- [Problem to work on] Every line of the records below that holds the word "六ツ木岩倉線" should be copied out.

BEGIN Data provided

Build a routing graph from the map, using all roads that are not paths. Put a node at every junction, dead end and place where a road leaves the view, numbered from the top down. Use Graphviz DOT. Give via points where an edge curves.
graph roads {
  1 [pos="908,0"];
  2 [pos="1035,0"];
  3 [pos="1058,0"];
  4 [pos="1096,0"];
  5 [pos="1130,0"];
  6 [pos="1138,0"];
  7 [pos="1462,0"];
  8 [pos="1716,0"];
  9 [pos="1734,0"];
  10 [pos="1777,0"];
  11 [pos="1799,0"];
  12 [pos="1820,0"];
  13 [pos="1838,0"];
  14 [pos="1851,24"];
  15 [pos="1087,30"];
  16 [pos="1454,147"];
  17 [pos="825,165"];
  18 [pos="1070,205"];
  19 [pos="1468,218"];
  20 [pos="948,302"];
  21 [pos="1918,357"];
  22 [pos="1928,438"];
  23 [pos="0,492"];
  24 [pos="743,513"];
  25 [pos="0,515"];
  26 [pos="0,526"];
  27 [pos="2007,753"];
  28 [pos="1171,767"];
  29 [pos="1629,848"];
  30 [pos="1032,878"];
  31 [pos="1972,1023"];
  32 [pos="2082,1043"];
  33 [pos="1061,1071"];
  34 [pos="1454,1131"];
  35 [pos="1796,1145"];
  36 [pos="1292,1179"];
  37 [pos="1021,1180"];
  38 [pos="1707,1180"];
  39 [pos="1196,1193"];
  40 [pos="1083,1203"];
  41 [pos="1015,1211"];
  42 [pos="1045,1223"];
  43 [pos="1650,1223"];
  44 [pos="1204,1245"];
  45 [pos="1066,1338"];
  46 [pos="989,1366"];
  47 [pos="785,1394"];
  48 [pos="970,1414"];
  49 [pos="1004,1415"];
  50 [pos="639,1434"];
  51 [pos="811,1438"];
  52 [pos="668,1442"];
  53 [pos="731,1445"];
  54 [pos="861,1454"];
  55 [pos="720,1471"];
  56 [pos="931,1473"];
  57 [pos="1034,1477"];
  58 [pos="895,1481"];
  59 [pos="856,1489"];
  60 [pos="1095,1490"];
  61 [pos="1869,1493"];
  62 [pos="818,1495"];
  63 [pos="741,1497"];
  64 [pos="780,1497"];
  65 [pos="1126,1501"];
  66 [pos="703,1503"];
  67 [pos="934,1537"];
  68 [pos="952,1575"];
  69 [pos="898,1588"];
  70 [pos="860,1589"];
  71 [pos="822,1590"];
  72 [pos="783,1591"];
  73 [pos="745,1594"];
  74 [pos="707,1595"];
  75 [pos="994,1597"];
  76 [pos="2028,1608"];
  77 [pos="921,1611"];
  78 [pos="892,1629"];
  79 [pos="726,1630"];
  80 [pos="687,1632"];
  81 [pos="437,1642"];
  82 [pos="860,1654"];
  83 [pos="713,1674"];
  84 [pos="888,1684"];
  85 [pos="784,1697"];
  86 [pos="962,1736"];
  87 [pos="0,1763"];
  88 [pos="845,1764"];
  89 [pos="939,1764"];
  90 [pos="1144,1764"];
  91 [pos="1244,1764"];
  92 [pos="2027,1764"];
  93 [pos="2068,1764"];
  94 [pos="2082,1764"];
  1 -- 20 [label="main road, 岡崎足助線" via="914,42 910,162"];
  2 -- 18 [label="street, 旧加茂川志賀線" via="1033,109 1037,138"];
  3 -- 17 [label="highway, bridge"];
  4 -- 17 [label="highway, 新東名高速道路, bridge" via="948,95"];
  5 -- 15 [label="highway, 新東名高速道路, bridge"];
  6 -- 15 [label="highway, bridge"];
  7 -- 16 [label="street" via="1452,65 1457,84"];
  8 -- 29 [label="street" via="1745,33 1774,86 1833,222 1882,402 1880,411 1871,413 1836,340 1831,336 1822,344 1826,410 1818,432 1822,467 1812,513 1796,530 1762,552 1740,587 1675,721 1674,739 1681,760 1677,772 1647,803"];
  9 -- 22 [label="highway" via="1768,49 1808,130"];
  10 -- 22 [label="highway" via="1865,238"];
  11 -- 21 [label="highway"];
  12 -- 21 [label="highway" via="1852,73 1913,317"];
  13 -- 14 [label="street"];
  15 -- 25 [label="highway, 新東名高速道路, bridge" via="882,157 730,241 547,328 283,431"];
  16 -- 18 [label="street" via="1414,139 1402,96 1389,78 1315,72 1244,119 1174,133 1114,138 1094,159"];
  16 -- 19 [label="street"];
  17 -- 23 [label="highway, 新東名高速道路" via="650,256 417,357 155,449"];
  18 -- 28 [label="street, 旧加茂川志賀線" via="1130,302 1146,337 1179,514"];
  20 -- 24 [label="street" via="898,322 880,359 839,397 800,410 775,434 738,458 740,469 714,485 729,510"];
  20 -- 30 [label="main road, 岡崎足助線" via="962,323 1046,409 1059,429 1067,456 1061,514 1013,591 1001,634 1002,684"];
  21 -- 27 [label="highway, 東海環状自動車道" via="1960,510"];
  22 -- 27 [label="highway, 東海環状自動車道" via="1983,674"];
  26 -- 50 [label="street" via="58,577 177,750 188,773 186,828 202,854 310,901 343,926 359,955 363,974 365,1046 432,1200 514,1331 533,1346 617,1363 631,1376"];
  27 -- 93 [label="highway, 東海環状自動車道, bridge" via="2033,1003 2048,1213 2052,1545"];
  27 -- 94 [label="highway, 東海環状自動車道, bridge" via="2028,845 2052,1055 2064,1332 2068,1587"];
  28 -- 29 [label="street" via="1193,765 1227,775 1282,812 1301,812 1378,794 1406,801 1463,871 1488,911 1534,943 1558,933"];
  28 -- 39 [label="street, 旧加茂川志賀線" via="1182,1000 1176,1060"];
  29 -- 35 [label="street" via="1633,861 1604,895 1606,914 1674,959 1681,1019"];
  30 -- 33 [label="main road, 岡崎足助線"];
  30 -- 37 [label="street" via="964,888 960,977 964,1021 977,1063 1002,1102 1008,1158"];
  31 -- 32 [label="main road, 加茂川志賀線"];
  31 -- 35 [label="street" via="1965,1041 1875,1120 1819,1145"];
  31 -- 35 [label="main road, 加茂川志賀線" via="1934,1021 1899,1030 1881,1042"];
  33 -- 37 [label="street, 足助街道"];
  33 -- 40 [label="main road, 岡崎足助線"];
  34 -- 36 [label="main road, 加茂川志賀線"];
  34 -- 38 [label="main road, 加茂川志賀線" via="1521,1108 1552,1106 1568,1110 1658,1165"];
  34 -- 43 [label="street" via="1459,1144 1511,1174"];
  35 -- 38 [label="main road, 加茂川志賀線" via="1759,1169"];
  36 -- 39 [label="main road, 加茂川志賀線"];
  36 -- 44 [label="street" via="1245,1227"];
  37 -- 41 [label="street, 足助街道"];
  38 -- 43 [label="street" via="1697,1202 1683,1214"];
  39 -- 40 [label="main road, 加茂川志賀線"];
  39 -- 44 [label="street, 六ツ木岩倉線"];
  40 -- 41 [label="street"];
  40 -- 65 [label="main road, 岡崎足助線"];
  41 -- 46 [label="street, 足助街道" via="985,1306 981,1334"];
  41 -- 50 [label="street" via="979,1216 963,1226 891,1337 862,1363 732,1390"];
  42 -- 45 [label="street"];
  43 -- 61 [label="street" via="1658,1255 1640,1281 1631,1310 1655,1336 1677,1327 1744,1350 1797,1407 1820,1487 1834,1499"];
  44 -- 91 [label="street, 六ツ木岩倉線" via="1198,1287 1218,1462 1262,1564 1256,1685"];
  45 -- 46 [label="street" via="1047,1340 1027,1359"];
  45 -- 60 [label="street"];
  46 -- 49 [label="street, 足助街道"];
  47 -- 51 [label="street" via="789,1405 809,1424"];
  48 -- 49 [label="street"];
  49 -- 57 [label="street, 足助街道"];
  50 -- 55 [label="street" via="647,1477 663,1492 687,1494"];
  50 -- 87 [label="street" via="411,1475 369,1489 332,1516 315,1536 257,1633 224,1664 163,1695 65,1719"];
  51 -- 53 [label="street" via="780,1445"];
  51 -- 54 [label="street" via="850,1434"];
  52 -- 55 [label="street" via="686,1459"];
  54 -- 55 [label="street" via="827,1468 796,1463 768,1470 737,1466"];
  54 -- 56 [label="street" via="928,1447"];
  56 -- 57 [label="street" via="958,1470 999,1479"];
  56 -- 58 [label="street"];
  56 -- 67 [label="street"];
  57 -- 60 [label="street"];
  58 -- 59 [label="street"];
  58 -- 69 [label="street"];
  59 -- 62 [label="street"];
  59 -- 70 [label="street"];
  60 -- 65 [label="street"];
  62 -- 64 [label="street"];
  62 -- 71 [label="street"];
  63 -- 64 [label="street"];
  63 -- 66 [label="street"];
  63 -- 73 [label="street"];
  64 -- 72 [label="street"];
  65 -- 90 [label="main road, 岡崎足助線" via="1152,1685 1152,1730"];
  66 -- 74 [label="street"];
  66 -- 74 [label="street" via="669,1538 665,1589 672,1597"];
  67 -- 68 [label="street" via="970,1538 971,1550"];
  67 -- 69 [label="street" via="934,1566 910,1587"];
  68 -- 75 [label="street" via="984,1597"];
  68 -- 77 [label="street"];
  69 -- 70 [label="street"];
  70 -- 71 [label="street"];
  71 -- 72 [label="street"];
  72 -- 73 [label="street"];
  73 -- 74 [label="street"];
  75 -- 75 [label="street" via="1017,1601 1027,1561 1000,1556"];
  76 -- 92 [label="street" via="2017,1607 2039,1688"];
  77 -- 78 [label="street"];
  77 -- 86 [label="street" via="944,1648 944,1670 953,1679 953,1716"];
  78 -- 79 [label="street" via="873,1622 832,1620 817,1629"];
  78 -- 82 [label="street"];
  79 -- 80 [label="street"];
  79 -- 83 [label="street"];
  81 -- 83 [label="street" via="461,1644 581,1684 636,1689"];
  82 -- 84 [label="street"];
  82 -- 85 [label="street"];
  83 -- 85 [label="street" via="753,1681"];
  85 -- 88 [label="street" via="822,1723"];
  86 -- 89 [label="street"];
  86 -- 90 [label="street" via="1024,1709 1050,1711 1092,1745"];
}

END Data provided

- [Task result]
  39 -- 44 [label="street, 六ツ木岩倉線"];
  44 -- 91 [label="street, 六ツ木岩倉線" via="1198,1287 1218,1462 1262,1564 1256,1685"];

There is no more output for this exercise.